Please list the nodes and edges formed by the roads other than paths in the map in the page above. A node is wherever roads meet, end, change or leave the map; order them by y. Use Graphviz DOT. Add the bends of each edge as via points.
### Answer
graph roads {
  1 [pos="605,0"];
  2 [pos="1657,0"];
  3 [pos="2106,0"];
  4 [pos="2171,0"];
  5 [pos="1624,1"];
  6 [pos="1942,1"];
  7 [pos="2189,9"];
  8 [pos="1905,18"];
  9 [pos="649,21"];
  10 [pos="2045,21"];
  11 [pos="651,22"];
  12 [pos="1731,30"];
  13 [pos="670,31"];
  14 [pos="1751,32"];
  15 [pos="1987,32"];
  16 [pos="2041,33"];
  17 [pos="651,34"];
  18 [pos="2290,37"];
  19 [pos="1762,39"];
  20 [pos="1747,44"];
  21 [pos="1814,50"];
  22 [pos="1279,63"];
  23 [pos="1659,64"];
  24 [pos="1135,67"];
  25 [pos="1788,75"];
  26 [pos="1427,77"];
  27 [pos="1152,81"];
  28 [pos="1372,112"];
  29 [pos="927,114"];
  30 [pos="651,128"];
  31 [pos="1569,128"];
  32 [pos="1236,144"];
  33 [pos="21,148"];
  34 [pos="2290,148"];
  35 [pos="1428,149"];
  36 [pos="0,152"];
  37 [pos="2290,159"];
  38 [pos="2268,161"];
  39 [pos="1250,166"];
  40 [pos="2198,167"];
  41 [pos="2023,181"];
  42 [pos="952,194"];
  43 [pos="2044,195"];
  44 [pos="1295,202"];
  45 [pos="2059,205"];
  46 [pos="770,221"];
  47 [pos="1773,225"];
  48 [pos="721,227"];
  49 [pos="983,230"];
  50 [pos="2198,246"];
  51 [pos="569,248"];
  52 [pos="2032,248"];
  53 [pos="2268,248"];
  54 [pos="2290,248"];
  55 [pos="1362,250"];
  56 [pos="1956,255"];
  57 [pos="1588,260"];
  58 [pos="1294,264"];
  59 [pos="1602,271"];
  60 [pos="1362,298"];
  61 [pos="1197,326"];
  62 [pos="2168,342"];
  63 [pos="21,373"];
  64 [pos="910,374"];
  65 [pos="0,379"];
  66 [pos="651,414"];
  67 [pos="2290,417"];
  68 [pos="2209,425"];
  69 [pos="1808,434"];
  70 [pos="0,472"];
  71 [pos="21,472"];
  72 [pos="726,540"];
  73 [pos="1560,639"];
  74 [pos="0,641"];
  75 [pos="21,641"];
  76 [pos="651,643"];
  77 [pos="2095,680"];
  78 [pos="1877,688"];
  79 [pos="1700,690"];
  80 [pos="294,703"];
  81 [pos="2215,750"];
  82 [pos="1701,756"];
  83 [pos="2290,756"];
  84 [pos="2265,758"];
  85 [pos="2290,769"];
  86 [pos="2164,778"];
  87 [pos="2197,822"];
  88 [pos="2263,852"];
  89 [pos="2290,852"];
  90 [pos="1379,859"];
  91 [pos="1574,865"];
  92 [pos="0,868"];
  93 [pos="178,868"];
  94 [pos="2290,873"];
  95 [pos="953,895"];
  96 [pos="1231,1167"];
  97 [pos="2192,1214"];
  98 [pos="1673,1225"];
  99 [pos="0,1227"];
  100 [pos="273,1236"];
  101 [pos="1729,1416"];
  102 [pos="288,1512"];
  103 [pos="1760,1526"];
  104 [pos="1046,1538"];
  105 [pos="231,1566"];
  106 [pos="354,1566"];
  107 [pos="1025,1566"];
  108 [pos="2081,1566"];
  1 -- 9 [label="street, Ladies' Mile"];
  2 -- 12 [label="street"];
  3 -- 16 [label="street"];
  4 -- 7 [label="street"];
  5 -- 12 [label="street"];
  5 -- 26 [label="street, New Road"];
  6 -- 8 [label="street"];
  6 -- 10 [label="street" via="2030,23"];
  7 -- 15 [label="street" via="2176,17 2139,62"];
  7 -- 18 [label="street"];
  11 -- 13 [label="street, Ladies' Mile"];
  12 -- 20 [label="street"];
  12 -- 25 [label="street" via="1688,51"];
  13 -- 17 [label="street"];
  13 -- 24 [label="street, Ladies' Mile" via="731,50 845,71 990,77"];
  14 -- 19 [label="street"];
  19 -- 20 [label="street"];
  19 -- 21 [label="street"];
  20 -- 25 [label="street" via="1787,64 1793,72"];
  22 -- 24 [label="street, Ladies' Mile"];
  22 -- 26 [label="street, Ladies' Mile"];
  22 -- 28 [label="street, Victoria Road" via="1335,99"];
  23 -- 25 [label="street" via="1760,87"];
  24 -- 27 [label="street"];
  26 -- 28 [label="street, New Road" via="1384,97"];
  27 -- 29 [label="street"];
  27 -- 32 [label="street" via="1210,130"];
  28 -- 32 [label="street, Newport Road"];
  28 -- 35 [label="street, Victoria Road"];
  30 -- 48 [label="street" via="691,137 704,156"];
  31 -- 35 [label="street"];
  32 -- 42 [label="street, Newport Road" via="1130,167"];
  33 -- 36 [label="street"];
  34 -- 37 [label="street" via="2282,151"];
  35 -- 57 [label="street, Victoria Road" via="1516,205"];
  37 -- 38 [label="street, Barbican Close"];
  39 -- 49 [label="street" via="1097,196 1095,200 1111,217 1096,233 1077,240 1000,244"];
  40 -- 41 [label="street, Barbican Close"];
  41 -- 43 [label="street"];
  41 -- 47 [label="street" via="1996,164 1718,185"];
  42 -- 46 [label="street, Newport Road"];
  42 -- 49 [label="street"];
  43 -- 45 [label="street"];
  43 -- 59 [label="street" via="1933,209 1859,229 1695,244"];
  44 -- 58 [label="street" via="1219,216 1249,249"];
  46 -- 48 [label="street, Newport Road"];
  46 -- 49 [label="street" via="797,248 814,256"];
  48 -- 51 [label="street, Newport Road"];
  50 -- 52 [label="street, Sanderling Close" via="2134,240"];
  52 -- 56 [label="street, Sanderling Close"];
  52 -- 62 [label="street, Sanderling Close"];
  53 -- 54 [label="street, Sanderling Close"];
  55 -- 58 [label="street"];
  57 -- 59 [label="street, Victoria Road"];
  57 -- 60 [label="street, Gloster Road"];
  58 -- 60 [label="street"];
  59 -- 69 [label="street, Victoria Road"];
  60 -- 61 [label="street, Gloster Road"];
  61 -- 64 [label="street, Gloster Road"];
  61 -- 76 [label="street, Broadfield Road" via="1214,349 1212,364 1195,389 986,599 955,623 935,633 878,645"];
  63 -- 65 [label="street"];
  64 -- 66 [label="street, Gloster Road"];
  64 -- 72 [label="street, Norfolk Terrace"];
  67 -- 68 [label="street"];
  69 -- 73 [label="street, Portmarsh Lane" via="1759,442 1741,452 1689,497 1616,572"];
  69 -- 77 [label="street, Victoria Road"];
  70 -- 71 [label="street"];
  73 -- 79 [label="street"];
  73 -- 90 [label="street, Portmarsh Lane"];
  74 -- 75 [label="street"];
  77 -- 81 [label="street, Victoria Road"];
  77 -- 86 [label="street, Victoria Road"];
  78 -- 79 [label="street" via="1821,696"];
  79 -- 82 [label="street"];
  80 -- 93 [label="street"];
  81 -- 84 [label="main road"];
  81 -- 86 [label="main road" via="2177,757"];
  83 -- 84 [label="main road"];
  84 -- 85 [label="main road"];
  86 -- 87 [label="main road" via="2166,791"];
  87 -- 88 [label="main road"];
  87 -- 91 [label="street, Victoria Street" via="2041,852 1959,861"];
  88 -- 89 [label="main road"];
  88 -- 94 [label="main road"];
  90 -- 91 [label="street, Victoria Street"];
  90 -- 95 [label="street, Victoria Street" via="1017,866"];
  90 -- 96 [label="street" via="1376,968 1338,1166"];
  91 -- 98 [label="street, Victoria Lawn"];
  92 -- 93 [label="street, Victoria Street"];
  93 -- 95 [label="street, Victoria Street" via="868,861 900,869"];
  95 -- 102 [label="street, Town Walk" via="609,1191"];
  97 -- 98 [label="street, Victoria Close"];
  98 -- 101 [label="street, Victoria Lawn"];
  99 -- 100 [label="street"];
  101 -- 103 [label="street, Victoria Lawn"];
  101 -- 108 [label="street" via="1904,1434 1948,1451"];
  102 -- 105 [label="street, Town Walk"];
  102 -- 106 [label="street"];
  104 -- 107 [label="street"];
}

===

Task brief: What lines in the listing include the string "roads"? Copy them out.

Task output:
Please list the nodes and edges formed by the roads other than paths in the map in the page above. A node is wherever roads meet, end, change or leave the map; order them by y. Use Graphviz DOT. Add the bends of each edge as via points.
graph roads {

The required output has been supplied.